I have a long and complicated dataset where I am trying to simplify it such that there is only one row per unique ID pairs (found in col 1 (ID1) and col 2 (ID2)). I would like to do this by making one column per unique value in the 'favorite_grades' column (in my actual dataset it is more complicated than 'favorite_grades', so I would like something that can group by unique text). Also, I noticed that sometimes there are multiple 'favorite_grades' that are lumped up into one row and separated by a space.
After each unique text is its own column, I would like the names to be sorted into the row that matches their ID pair, as well as the column that matches the favorite grade of each student. The ones that have the same ID pair and same grade can be grouped together in a list (double quotes around them). I have made a sample data frame as well as the desired result (they are both pandas data frames).
original:
ID1 ID2 name favorite_grades
01 01 John 3rd 4th
01 01 Kate 4th 5th
01 02 Emily 4th
01 03 Mark 5th
01 03 Emma 5th
desired result:
ID1 ID2 3rd_grade 4th_grade 5th_grade
01 01 "John" "John, Kate" "Kate
01 02 "Emily"
01 03 "Mark, Emma"
So far, I've tried:
df.pivot_table(index=['ID1','ID2'], columns='grade', values='name',aggfunc=', '.join).reset_index()
But it gives me this:
ID1 ID2 3rd 4th 4th 5th 4th 5th
1 1 John Kate NaN
2 NaN Emily Emily NaN
3 NaN NaN Mark, Emma
First off, the ID1 is blank for all other rows besides the first (I want it to be listed). Also, the '3rd 4th' and '4th 5th' should not be read as their own columns.

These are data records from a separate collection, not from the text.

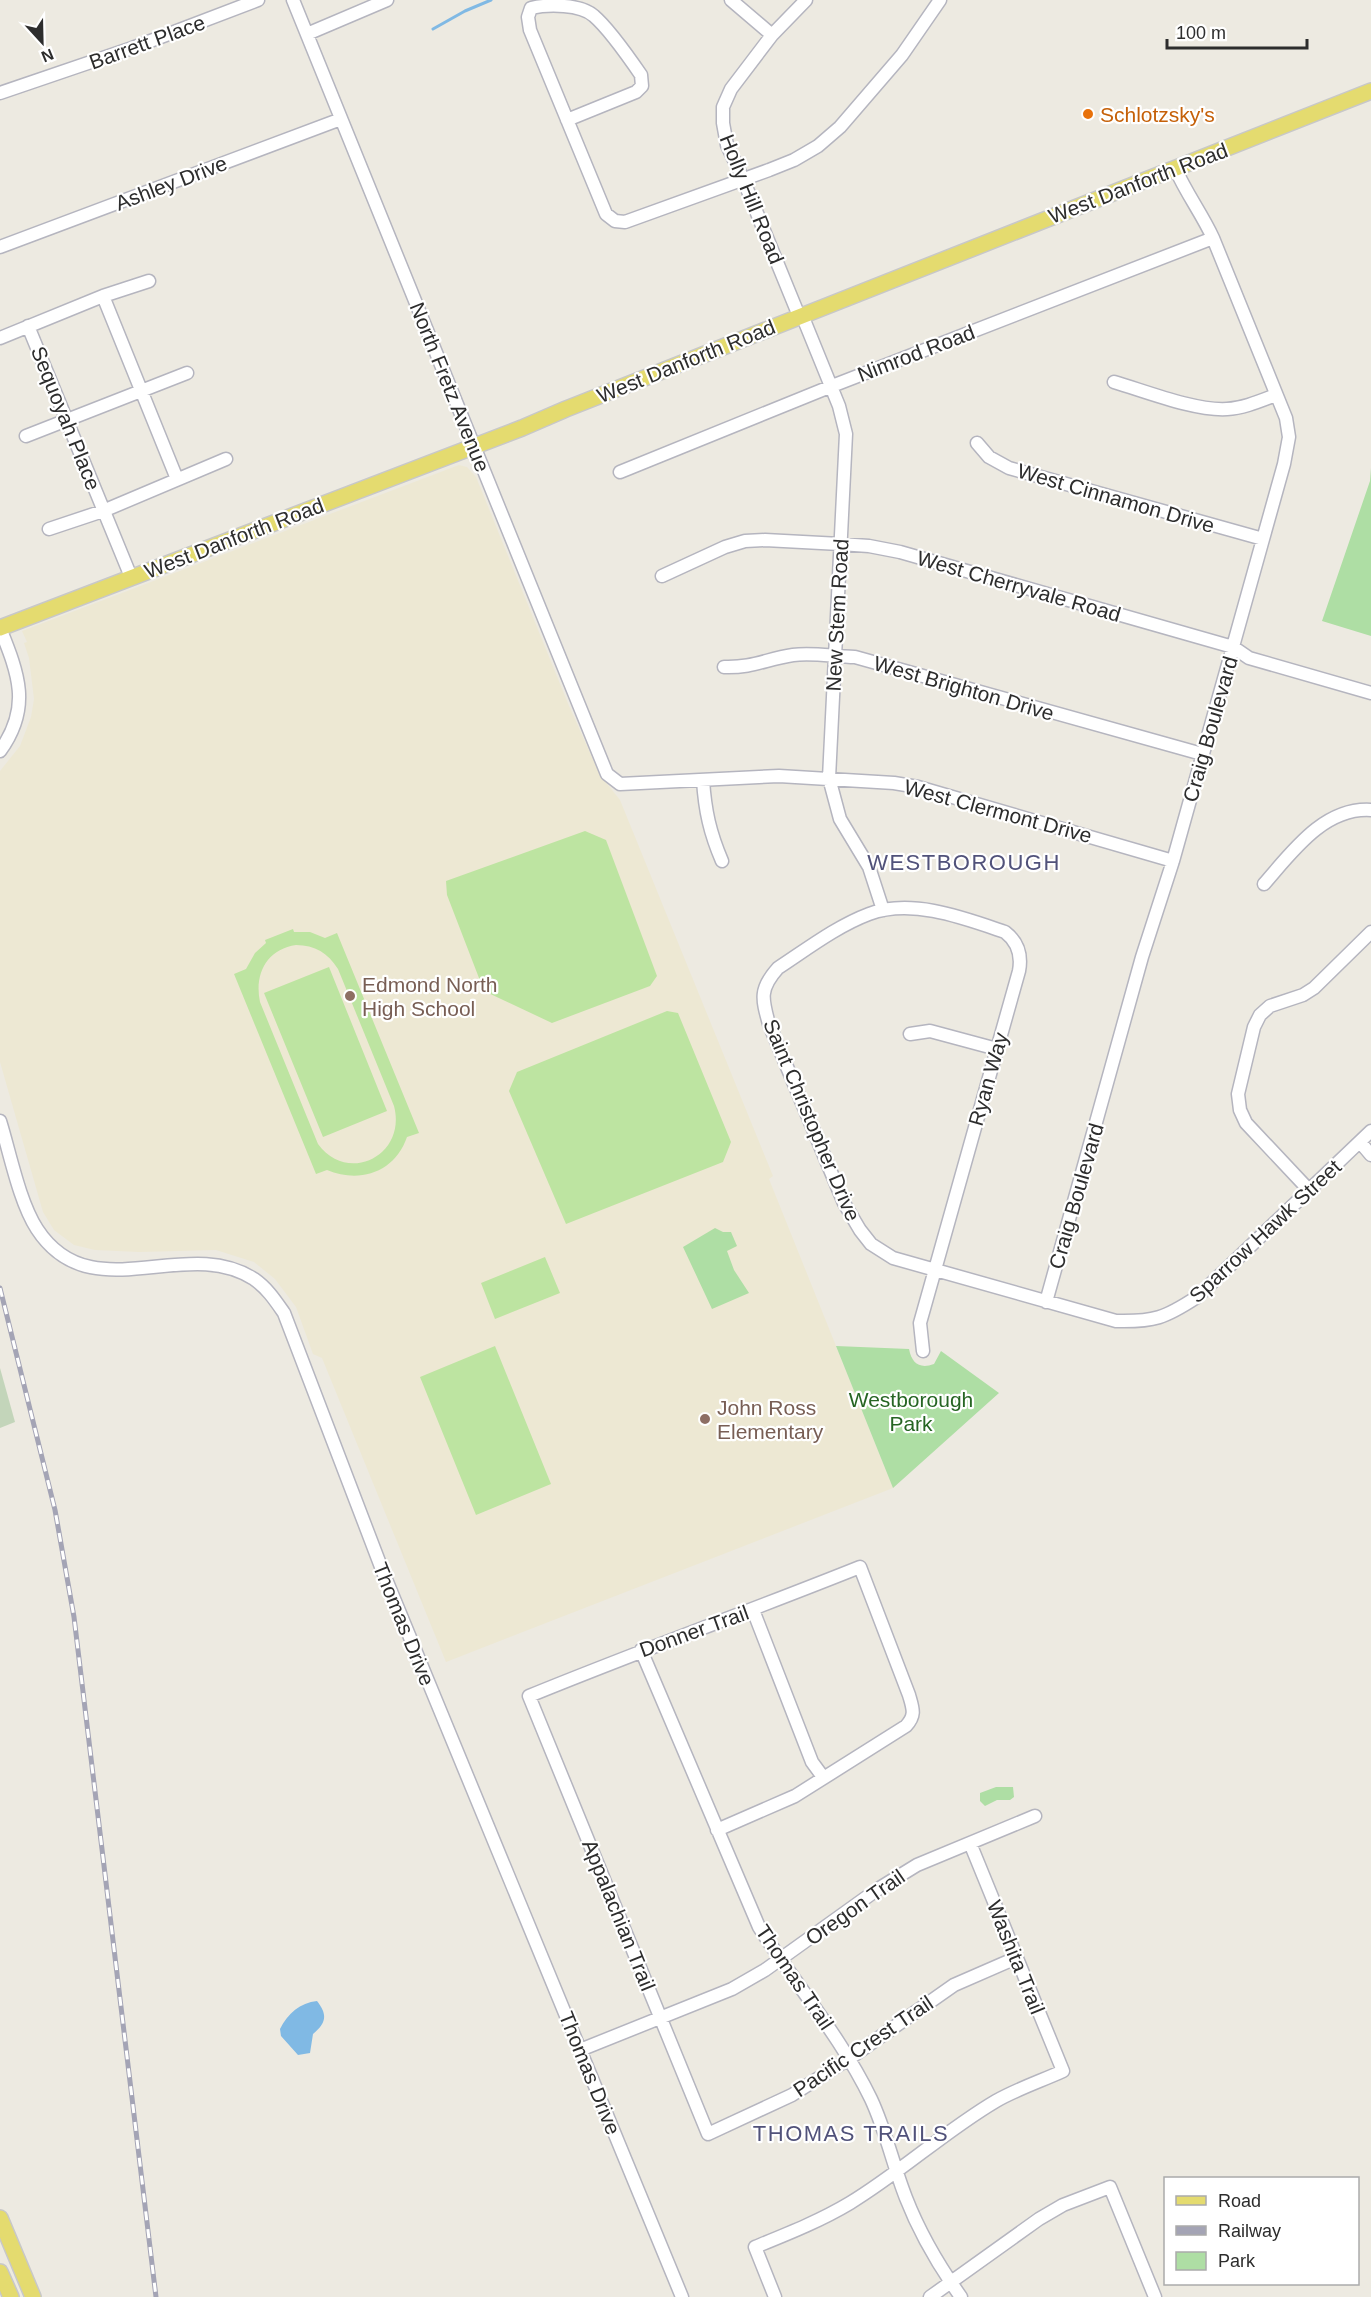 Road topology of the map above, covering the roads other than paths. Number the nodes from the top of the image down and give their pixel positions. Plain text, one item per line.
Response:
1 (258, 0) edge
2 (293, 0) edge
3 (387, 0) edge
4 (731, 0) edge
5 (806, 0) edge
6 (940, 0) edge
7 (374, 3) edge
8 (307, 34) junction
9 (772, 35) junction
10 (1371, 90) edge
11 (0, 93) edge
12 (341, 119) junction
13 (567, 120) junction
14 (1175, 168) junction
15 (743, 179) junction
16 (1213, 238) junction
17 (0, 247) edge
18 (149, 281) dead end
19 (103, 296) junction
20 (801, 316) junction
21 (28, 326) junction
22 (0, 338) edge
23 (187, 373) dead end
24 (1114, 382) dead end
25 (832, 386) junction
26 (141, 390) junction
27 (1276, 395) junction
28 (65, 420) junction
29 (26, 436) dead end
30 (977, 443) dead end
31 (473, 447) junction
32 (226, 459) dead end
33 (620, 472) dead end
34 (177, 479) junction
35 (104, 511) junction
36 (49, 530) dead end
37 (1263, 539) junction
38 (840, 544) junction
39 (663, 576) dead end
40 (131, 577) junction
41 (0, 628) edge
42 (1233, 647) junction
43 (835, 657) junction
44 (724, 667) dead end
45 (1371, 693) edge
46 (0, 751) edge
47 (1202, 754) junction
48 (607, 774) joint
49 (830, 778) junction
50 (703, 780) junction
51 (1371, 810) edge
52 (722, 861) dead end
53 (1173, 861) junction
54 (1263, 884) dead end
55 (883, 910) junction
56 (1371, 932) edge
57 (910, 1034) dead end
58 (997, 1049) junction
59 (0, 1121) edge
60 (1371, 1131) edge
61 (1360, 1142) junction
62 (1371, 1155) edge
63 (1309, 1190) junction
64 (934, 1271) junction
65 (1046, 1302) junction
66 (923, 1351) dead end
67 (753, 1610) junction
68 (641, 1650) junction
69 (529, 1696) joint
70 (823, 1778) junction
71 (1035, 1816) dead end
72 (717, 1830) junction
73 (970, 1843) junction
74 (1016, 1958) junction
75 (780, 1960) junction
76 (660, 2018) junction
77 (580, 2050) junction
78 (850, 2058) junction
79 (708, 2134) joint
80 (897, 2172) junction
81 (0, 2218) edge
82 (0, 2272) edge
83 (951, 2283) junction
84 (11, 2297) edge
85 (33, 2297) edge
86 (682, 2297) edge
87 (775, 2297) edge
88 (930, 2297) edge
89 (961, 2297) edge
90 (1155, 2297) edge

1 - 11 street, Barrett Place
2 - 8 street, North Fretz Avenue
3 - 7 street
4 - 9 street
5 - 9 street, Holly Hill Road
6 - 15 street
7 - 8 street
8 - 12 street, North Fretz Avenue
9 - 15 street, Holly Hill Road
10 - 14 main road, West Danforth Road
12 - 17 street, Ashley Drive
12 - 31 street, North Fretz Avenue
13 - 13 street
13 - 15 street
14 - 16 street, Craig Boulevard
14 - 20 main road, West Danforth Road
15 - 20 street, Holly Hill Road
16 - 25 street, Nimrod Road
16 - 27 street, Craig Boulevard
18 - 19 street
19 - 21 street
19 - 26 street
20 - 25 street, New Stem Road
20 - 31 main road, West Danforth Road
21 - 22 street
21 - 28 street, Sequoyah Place
23 - 26 street
24 - 27 street
25 - 33 street, Nimrod Road
25 - 38 street, New Stem Road
26 - 28 street
26 - 34 street
27 - 37 street, Craig Boulevard
28 - 29 street
28 - 35 street, Sequoyah Place
30 - 37 street, West Cinnamon Drive
31 - 40 main road, West Danforth Road
31 - 48 street, North Fretz Avenue
32 - 34 street, Sequoyah Place
34 - 35 street, Sequoyah Place
35 - 36 street, Sequoyah Place
35 - 40 street, Sequoyah Place
37 - 42 street, Craig Boulevard
38 - 39 street, West Cherryvale Road
38 - 42 street, West Cherryvale Road
38 - 43 street, New Stem Road
40 - 41 main road, West Danforth Road
41 - 46 street
42 - 45 street, West Cherryvale Road
42 - 47 street, Craig Boulevard
43 - 44 street, West Brighton Drive
43 - 47 street, West Brighton Drive
43 - 49 street, New Stem Road
47 - 53 street, Craig Boulevard
48 - 50 street, West Clermont Drive
49 - 50 street, West Clermont Drive
49 - 53 street, West Clermont Drive
49 - 55 street, New Stem Road
50 - 52 street
51 - 54 street
53 - 65 street, Craig Boulevard
55 - 58 street, Ryan Way
55 - 64 street, Saint Christopher Drive
56 - 63 street
57 - 58 street
58 - 64 street, Ryan Way
59 - 77 street, Thomas Drive
60 - 61 street, Sparrow Hawk Street
61 - 62 street
61 - 63 street, Sparrow Hawk Street
63 - 65 street, Sparrow Hawk Street
64 - 65 street, Saint Christopher Drive
64 - 66 street, Ryan Way
67 - 68 street, Donner Trail
67 - 70 street
67 - 70 street, Donner Trail
68 - 69 street, Donner Trail
68 - 72 street, Thomas Trail
69 - 76 street, Appalachian Trail
70 - 72 street
71 - 73 street, Oregon Trail
72 - 75 street, Thomas Trail
73 - 74 street, Washita Trail
73 - 75 street, Oregon Trail
74 - 78 street, Pacific Crest Trail
74 - 80 street, Washita Trail
75 - 76 street, Oregon Trail
75 - 78 street, Thomas Trail
76 - 77 street, Oregon Trail
76 - 79 street, Appalachian Trail
77 - 86 street, Thomas Drive
78 - 79 street, Pacific Crest Trail
78 - 80 street, Thomas Trail
80 - 83 street, Thomas Trail
80 - 87 street
81 - 85 main road
82 - 84 main road
83 - 88 street
83 - 89 street, Thomas Trail
83 - 90 street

CodePudding user response:
Try this:
df.assign(favorite_grades=df['favorite_grades'].str.split(' '))\
.explode('favorite_grades')\
.groupby(['ID1', 'ID2', 'favorite_grades'])['name'].agg(', '.join)\
.unstack(fill_value='')\
.reset_index()
Output:
favorite_grades ID1 ID2 3rd 4th 5th
0 1 1 John John, Kate Kate
1 1 2 Emily
2 1 3 Mark, Emma
With double quotes...
df.assign(favorite_grades=df['favorite_grades'].str.split(' '))\
.explode('favorite_grades')\
.groupby(['ID1', 'ID2', 'favorite_grades'])['name']\
.agg(lambda x: f'''"{', '.join(x)}"''')\
.unstack(fill_value='')\
.reset_index())
favorite_grades ID1 ID2 3rd 4th 5th
0 1 1 "John" "John, Kate" "Kate"
1 1 2 "Emily"
2 1 3 "Mark, Emma"